Go through the records below and report each line with "image" in it.

(Dataset entries)
* * * *

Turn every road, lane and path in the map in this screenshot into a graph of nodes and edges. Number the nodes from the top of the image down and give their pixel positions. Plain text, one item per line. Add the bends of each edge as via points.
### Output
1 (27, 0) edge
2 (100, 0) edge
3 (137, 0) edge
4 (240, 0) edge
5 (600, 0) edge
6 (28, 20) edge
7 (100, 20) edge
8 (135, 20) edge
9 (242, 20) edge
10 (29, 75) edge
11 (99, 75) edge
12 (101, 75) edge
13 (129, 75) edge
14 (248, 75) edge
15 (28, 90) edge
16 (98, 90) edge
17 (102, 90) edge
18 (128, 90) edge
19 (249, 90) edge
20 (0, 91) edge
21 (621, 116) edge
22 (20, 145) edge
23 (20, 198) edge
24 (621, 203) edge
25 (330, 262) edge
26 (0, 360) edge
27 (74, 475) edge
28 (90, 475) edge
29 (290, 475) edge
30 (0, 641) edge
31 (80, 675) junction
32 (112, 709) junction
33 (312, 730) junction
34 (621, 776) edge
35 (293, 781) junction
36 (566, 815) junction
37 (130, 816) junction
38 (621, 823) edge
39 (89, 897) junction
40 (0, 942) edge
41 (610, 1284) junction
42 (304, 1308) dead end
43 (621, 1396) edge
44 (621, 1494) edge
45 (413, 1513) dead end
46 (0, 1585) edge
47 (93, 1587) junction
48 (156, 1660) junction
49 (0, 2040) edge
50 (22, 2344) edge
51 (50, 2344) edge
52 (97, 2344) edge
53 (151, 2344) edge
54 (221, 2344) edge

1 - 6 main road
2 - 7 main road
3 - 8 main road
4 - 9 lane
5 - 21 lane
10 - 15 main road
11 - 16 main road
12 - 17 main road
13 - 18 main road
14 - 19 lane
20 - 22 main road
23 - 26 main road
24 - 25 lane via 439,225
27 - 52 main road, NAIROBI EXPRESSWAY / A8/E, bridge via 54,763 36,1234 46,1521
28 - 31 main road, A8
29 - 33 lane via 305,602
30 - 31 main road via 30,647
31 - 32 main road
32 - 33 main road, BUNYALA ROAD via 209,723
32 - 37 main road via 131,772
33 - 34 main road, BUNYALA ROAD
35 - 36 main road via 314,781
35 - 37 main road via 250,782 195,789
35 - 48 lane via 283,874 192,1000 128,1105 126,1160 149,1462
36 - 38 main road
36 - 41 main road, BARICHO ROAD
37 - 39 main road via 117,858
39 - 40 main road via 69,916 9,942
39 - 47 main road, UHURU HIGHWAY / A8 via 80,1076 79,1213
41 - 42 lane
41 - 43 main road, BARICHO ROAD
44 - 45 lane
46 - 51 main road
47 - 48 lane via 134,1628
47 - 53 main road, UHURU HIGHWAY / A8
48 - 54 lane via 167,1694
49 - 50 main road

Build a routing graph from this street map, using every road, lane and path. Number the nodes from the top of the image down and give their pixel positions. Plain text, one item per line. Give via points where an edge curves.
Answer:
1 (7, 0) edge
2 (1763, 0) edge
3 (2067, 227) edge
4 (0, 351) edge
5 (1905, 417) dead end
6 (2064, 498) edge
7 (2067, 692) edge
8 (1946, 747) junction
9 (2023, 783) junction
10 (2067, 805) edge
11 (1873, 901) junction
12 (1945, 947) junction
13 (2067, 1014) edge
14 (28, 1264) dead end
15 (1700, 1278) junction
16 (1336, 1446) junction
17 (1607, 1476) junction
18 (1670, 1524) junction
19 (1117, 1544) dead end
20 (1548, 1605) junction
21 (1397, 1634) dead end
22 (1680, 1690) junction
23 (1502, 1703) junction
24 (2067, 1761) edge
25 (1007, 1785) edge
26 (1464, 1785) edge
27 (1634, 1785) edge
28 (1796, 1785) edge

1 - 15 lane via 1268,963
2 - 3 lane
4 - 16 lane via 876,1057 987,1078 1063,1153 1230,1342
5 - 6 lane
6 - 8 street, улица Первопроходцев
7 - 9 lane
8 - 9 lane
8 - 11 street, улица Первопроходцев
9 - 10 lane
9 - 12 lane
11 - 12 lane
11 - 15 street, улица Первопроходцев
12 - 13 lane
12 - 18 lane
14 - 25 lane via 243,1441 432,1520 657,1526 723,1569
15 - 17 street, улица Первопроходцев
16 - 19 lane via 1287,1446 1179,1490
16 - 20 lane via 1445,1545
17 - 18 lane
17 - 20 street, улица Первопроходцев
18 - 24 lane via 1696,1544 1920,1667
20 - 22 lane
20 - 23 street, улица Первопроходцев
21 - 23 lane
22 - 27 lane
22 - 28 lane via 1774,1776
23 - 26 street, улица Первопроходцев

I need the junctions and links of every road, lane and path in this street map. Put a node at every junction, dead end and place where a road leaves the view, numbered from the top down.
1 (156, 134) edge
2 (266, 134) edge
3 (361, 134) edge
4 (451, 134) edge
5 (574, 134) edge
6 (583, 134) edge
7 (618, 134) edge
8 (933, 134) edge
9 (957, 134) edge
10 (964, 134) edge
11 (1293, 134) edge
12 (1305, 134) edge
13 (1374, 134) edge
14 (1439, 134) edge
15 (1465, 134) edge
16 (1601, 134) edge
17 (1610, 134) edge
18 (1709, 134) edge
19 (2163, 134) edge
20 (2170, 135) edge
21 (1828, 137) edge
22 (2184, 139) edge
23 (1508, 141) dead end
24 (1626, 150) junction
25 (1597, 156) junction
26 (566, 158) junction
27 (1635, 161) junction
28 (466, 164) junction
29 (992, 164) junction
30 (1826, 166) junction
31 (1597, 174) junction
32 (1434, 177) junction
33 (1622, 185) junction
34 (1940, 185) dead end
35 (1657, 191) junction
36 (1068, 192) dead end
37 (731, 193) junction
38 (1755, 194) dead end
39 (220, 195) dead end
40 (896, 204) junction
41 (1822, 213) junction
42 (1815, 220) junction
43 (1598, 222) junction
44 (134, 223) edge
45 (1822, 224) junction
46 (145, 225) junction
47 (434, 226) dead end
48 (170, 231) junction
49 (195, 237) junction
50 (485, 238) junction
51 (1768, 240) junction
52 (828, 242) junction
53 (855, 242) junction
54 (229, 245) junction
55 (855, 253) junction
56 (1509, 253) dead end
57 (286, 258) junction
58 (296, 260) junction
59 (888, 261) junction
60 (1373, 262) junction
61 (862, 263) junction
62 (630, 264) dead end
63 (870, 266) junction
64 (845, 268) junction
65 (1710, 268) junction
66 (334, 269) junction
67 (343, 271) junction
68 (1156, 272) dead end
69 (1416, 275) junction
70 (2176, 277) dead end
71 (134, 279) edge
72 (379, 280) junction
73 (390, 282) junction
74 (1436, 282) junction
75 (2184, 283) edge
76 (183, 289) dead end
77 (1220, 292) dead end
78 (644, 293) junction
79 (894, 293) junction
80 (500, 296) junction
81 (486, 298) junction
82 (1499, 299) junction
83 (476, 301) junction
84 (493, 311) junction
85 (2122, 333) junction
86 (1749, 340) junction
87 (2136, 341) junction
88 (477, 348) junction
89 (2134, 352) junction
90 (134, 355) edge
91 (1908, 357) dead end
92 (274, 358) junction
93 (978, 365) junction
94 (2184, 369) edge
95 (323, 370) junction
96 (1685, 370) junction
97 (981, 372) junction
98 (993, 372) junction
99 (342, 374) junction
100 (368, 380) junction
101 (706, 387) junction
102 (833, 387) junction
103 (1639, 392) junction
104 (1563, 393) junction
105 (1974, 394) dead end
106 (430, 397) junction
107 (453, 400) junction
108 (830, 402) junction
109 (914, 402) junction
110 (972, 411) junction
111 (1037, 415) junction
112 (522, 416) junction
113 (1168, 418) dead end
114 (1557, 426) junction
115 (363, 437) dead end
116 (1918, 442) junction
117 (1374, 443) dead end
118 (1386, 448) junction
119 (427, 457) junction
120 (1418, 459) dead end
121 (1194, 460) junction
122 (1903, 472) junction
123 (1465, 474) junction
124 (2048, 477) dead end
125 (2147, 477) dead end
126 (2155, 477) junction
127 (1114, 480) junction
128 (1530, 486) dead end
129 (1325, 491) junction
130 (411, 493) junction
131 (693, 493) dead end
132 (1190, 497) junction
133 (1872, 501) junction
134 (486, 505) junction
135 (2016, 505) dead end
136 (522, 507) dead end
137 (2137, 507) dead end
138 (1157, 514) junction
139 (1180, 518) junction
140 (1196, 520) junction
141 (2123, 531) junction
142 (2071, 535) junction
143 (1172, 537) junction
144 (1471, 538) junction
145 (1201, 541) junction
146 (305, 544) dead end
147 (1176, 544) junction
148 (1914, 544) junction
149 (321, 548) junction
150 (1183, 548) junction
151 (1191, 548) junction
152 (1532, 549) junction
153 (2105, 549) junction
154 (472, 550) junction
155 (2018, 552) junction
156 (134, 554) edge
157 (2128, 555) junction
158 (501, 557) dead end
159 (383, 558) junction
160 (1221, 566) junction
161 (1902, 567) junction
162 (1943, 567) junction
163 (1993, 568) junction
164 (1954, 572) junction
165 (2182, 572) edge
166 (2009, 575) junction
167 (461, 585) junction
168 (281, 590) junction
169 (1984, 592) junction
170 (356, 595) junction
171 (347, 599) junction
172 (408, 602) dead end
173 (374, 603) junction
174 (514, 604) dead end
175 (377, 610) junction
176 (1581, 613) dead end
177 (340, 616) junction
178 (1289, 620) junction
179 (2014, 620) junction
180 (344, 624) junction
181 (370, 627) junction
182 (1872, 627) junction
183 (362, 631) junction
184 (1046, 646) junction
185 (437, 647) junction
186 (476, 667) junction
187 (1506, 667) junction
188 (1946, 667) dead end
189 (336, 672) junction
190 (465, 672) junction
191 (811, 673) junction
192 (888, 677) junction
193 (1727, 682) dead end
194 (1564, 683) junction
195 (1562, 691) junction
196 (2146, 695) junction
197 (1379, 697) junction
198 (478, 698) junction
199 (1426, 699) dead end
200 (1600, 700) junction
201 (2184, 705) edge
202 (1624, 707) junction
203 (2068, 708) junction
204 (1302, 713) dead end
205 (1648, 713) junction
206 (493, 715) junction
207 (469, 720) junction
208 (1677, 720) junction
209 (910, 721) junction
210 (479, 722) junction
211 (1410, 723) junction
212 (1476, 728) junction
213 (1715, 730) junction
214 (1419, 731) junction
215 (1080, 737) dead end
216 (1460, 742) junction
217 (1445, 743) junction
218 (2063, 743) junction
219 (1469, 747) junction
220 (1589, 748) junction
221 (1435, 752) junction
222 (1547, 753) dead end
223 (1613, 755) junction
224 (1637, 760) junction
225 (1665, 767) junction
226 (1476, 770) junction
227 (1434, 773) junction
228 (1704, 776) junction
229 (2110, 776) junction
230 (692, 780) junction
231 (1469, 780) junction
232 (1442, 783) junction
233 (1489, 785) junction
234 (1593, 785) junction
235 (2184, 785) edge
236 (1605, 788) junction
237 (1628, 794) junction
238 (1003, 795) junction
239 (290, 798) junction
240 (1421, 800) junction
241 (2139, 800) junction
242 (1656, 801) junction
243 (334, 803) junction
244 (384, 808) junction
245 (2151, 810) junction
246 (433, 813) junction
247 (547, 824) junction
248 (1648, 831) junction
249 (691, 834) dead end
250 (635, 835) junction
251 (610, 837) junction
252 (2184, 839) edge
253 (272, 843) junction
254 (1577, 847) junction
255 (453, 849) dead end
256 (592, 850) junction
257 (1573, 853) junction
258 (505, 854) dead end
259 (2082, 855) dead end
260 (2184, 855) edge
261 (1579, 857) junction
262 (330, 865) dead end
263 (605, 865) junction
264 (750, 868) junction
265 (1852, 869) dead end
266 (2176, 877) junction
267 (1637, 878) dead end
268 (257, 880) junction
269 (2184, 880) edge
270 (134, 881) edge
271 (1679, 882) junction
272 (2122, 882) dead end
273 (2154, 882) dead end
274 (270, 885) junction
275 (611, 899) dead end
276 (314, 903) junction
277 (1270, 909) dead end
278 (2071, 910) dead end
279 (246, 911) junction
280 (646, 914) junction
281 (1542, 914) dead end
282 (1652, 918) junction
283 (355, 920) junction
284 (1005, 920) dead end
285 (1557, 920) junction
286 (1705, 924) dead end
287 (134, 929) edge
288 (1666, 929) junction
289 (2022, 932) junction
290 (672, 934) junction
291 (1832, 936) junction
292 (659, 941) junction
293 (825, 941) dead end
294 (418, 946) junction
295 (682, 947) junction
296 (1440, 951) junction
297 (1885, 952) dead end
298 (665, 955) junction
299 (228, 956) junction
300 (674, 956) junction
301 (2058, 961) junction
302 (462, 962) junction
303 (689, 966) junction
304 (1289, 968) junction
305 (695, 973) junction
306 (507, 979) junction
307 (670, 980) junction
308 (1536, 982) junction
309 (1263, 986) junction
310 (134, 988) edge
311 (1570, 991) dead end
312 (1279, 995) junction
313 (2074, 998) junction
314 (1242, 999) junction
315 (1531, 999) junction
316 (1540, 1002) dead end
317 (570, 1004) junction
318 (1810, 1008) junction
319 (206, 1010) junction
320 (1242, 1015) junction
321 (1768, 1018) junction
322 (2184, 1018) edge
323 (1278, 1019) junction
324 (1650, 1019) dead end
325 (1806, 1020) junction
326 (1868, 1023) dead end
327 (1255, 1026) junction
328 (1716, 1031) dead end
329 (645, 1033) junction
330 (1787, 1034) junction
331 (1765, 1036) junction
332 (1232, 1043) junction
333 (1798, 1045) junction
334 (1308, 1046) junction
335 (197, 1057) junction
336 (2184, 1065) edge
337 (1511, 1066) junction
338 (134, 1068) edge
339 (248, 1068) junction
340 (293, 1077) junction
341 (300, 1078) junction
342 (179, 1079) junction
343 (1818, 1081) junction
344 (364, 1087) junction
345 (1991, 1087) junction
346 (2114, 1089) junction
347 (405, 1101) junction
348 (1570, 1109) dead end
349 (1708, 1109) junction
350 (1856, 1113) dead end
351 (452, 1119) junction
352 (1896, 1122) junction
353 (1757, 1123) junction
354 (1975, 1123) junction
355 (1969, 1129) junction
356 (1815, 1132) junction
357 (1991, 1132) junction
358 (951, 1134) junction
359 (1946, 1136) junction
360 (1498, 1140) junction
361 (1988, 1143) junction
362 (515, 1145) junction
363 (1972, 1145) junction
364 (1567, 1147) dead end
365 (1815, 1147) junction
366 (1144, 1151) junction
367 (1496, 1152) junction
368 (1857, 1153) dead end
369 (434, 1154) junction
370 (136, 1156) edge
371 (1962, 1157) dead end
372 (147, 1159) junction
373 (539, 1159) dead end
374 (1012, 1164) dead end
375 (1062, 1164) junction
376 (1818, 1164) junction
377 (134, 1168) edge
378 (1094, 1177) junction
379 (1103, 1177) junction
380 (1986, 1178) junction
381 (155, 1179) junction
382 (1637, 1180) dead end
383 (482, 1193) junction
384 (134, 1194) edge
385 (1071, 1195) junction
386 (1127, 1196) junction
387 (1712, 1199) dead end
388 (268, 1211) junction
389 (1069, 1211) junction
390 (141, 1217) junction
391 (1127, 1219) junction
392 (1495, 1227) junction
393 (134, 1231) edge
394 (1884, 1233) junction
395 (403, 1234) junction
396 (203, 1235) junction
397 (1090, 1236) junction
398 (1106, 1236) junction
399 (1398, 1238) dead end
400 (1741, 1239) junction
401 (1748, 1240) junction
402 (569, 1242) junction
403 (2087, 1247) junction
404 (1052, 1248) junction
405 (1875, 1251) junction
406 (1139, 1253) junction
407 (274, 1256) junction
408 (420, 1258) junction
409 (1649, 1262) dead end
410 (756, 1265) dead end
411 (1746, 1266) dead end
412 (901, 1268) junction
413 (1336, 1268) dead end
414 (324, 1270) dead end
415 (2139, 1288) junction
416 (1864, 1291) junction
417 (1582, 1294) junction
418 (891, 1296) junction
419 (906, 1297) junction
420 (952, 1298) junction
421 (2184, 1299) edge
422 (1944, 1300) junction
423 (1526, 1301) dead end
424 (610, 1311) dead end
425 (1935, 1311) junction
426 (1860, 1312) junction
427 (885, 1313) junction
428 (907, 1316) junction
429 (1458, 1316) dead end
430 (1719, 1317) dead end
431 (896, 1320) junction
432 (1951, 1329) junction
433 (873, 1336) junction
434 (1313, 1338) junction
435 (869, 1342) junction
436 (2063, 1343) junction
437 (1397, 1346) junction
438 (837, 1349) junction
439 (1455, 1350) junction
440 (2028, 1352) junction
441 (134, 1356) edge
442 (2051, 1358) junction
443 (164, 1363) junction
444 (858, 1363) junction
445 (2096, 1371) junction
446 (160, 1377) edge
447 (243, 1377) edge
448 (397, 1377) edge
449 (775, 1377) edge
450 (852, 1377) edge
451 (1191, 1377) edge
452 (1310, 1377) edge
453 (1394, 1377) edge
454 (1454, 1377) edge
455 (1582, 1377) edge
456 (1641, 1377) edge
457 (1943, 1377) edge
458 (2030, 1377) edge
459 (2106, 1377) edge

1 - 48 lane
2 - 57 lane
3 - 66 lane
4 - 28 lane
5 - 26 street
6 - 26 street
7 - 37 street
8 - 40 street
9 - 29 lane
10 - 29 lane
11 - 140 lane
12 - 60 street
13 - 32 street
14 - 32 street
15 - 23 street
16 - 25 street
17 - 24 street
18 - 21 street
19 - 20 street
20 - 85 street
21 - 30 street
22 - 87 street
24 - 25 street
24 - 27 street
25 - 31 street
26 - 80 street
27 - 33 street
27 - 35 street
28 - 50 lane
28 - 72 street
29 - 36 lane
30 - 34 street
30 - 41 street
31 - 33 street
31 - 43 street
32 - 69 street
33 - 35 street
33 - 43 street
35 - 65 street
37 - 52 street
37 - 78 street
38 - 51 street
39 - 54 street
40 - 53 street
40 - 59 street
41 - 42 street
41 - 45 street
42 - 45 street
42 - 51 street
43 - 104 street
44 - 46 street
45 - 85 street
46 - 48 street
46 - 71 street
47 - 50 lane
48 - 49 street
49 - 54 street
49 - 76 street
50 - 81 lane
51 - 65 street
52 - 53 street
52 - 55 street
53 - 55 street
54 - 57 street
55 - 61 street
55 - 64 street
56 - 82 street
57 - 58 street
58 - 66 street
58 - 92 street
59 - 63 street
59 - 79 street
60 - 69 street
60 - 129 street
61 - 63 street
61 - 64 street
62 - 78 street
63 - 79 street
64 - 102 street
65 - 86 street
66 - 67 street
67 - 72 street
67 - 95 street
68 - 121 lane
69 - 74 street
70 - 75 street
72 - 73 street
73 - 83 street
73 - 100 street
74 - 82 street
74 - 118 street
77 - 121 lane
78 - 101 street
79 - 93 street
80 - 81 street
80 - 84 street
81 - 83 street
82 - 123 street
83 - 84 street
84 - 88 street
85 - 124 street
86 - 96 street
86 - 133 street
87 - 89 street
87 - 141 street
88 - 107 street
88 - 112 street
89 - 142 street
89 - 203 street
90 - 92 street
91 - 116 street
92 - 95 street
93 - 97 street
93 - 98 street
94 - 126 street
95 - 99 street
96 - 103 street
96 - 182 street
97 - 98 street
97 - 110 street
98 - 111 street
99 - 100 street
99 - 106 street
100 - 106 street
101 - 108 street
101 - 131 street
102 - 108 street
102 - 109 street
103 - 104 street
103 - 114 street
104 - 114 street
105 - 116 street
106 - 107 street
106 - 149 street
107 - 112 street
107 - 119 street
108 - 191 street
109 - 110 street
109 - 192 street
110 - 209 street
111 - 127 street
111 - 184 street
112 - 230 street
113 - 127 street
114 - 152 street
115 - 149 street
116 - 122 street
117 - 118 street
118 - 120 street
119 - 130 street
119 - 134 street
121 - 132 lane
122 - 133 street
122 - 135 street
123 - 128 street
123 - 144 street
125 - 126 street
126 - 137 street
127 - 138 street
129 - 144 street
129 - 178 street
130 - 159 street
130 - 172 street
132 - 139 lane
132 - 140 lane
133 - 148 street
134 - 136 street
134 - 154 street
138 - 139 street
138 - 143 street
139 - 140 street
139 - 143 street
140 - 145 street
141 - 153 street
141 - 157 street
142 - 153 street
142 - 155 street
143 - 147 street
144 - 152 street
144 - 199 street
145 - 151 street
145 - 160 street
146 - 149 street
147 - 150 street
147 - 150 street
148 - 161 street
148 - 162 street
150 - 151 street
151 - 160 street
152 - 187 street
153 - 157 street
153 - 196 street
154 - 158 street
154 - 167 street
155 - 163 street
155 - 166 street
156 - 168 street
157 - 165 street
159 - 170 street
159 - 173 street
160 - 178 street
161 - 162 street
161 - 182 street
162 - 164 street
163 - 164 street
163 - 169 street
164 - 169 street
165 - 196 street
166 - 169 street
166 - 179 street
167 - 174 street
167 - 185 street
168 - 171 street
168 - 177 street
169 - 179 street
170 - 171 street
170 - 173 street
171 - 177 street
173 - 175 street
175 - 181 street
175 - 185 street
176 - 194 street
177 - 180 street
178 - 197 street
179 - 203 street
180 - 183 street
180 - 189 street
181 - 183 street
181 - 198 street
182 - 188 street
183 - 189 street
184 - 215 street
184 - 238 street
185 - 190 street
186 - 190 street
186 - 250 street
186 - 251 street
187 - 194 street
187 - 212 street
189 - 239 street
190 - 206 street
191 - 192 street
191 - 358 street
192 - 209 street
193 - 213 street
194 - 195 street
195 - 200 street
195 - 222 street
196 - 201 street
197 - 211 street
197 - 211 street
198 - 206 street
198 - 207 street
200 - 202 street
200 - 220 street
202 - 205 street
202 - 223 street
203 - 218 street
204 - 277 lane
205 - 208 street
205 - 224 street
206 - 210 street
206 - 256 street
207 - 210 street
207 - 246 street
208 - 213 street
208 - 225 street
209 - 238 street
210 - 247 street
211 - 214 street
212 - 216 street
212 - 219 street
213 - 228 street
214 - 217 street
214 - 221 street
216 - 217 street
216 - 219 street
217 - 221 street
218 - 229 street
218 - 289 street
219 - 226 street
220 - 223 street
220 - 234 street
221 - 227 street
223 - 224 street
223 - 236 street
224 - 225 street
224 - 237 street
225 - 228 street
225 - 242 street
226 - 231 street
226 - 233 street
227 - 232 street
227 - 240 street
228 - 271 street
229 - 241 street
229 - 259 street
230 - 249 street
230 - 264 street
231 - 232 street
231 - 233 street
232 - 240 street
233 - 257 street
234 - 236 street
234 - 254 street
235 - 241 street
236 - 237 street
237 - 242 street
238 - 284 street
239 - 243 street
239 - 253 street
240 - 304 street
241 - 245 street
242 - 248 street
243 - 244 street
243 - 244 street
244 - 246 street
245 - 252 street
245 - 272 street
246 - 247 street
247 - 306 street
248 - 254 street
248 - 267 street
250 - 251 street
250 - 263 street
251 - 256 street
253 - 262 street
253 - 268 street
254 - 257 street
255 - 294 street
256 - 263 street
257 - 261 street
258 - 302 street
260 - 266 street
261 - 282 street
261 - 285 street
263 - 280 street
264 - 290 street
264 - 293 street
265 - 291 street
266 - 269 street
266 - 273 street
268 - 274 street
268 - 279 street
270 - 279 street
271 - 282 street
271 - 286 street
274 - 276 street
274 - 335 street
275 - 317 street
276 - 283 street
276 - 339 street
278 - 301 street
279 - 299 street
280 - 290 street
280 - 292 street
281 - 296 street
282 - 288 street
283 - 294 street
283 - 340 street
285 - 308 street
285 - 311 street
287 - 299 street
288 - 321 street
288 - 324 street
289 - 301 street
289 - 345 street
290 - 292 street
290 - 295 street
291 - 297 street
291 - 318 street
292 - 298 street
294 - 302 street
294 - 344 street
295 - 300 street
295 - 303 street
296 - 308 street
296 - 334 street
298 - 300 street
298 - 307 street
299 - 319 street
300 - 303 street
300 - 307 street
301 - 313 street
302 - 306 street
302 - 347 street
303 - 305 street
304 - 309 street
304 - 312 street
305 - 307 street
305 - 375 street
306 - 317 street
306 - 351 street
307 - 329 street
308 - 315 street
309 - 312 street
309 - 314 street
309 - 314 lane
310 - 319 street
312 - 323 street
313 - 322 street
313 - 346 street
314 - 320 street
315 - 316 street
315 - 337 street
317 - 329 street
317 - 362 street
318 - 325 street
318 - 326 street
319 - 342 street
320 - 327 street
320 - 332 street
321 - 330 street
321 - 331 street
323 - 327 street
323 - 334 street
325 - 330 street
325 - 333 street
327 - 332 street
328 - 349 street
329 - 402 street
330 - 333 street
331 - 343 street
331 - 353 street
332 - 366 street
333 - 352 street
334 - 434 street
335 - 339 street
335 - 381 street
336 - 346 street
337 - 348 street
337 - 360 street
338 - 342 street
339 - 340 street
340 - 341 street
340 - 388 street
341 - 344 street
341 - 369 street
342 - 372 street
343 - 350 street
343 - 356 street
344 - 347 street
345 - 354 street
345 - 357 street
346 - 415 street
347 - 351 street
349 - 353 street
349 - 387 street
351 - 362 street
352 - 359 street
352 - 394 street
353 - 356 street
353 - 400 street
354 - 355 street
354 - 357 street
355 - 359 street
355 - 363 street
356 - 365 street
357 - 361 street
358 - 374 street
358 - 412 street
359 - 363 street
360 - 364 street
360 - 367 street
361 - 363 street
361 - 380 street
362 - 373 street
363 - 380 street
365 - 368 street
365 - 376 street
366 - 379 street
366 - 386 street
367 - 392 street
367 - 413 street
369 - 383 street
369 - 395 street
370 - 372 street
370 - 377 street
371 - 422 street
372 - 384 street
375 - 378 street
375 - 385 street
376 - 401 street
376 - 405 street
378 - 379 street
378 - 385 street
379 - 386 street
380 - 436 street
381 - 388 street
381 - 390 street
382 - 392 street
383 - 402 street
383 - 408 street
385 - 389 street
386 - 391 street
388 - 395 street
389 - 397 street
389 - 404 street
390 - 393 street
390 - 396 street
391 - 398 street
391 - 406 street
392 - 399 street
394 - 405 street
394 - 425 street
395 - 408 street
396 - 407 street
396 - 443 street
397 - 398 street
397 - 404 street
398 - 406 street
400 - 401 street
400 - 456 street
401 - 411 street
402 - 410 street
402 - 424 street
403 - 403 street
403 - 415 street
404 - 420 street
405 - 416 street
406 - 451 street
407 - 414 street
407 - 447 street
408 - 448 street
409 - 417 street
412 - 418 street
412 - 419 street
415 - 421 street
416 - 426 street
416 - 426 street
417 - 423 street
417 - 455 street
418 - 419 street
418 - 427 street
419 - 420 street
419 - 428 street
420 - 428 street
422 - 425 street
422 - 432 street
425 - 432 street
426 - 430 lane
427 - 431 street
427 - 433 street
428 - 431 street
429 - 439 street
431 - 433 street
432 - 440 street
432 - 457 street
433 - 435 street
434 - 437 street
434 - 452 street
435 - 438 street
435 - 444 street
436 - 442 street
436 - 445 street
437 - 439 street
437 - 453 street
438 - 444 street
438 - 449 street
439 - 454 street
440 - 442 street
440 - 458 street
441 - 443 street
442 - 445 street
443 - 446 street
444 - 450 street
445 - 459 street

* * * *

PROBLEM SOLUTION.
Turn every road, lane and path in the map in this screenshot into a graph of nodes and edges. Number the nodes from the top of the image down and give their pixel positions. Plain text, one item per line. Add the bends of each edge as via points.
Build a routing graph from this street map, using every road, lane and path. Number the nodes from the top of the image down and give their pixel positions. Plain text, one item per line. Give via points where an edge curves.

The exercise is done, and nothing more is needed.